Task requirements —
Exact copy, no pictures: return all the records as they stand.

──────── The records ────────

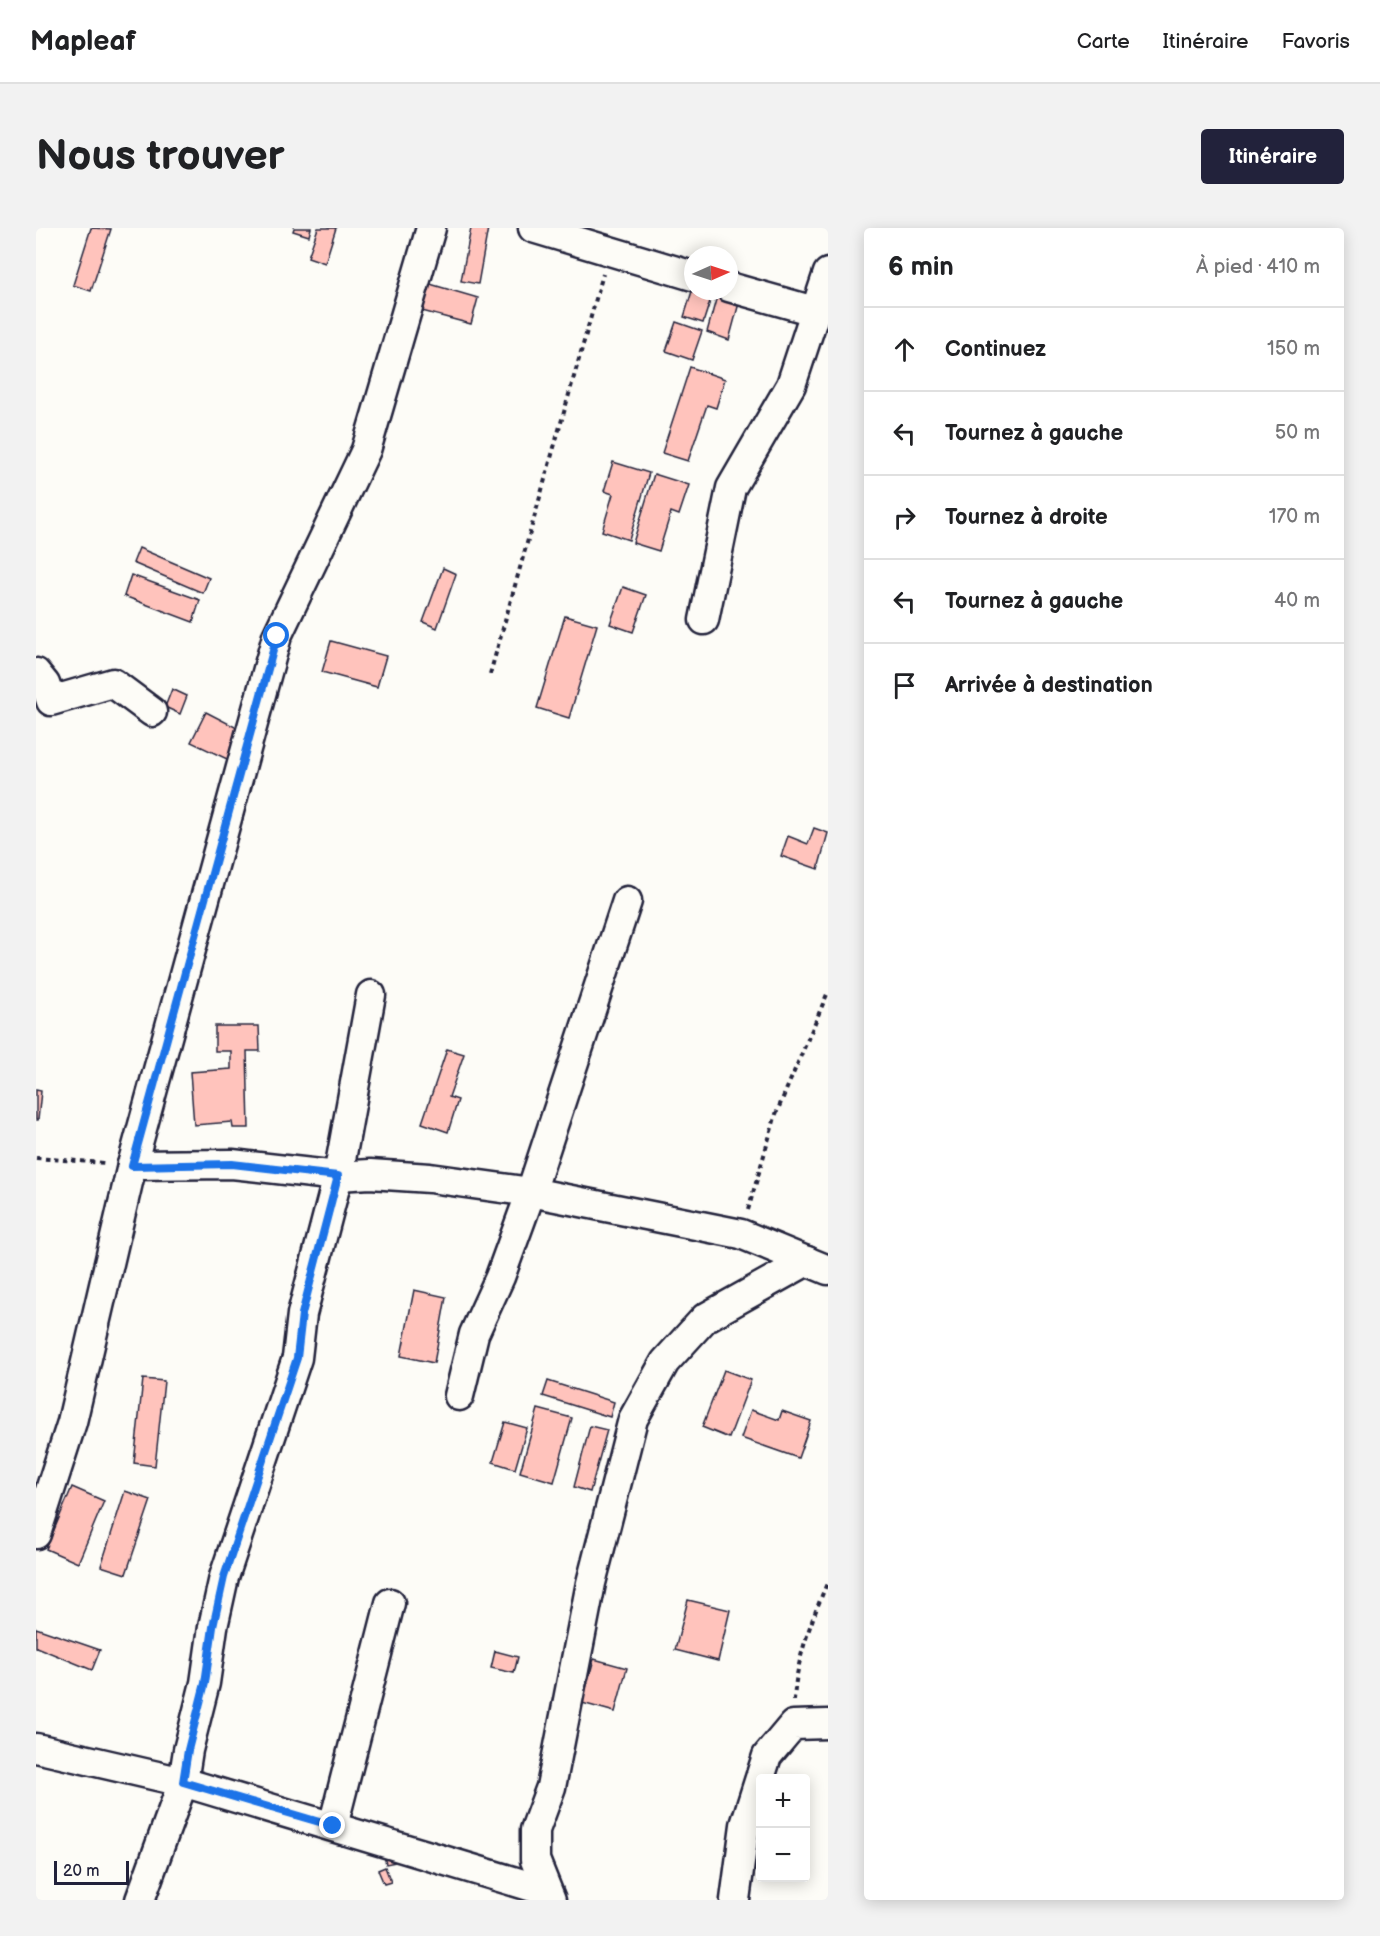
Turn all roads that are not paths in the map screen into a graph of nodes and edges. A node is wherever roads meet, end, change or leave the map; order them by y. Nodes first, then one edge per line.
1 (431, 228) edge
2 (533, 228) edge
3 (684, 273) edge
4 (828, 273) edge
5 (738, 290) edge
6 (814, 311) junction
7 (704, 620) dead end
8 (36, 672) edge
9 (152, 712) dead end
10 (627, 901) dead end
11 (371, 994) dead end
12 (132, 1166) junction
13 (338, 1176) junction
14 (531, 1192) junction
15 (817, 1265) edge
16 (459, 1396) dead end
17 (36, 1534) edge
18 (390, 1603) dead end
19 (828, 1724) edge
20 (36, 1748) edge
21 (183, 1782) junction
22 (333, 1826) junction
23 (549, 1896) edge
24 (140, 1900) edge
25 (735, 1900) edge

1 - 12 street
2 - 3 street
4 - 6 street
5 - 6 street
6 - 7 street
8 - 9 street
10 - 14 street
11 - 13 street
12 - 13 street
12 - 17 street
13 - 14 street
13 - 21 street
14 - 15 street
14 - 16 street
15 - 23 street
18 - 22 street
19 - 25 street
20 - 21 street
21 - 22 street
21 - 24 street
22 - 23 street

────────

Result for this exercise —
Turn all roads that are not paths in the map screen into a graph of nodes and edges. A node is wherever roads meet, end, change or leave the map; order them by y. Nodes first, then one edge per line.
1 (431, 228) edge
2 (533, 228) edge
3 (684, 273) edge
4 (828, 273) edge
5 (738, 290) edge
6 (814, 311) junction
7 (704, 620) dead end
8 (36, 672) edge
9 (152, 712) dead end
10 (627, 901) dead end
11 (371, 994) dead end
12 (132, 1166) junction
13 (338, 1176) junction
14 (531, 1192) junction
15 (817, 1265) edge
16 (459, 1396) dead end
17 (36, 1534) edge
18 (390, 1603) dead end
19 (828, 1724) edge
20 (36, 1748) edge
21 (183, 1782) junction
22 (333, 1826) junction
23 (549, 1896) edge
24 (140, 1900) edge
25 (735, 1900) edge

1 - 12 street
2 - 3 street
4 - 6 street
5 - 6 street
6 - 7 street
8 - 9 street
10 - 14 street
11 - 13 street
12 - 13 street
12 - 17 street
13 - 14 street
13 - 21 street
14 - 15 street
14 - 16 street
15 - 23 street
18 - 22 street
19 - 25 street
20 - 21 street
21 - 22 street
21 - 24 street
22 - 23 street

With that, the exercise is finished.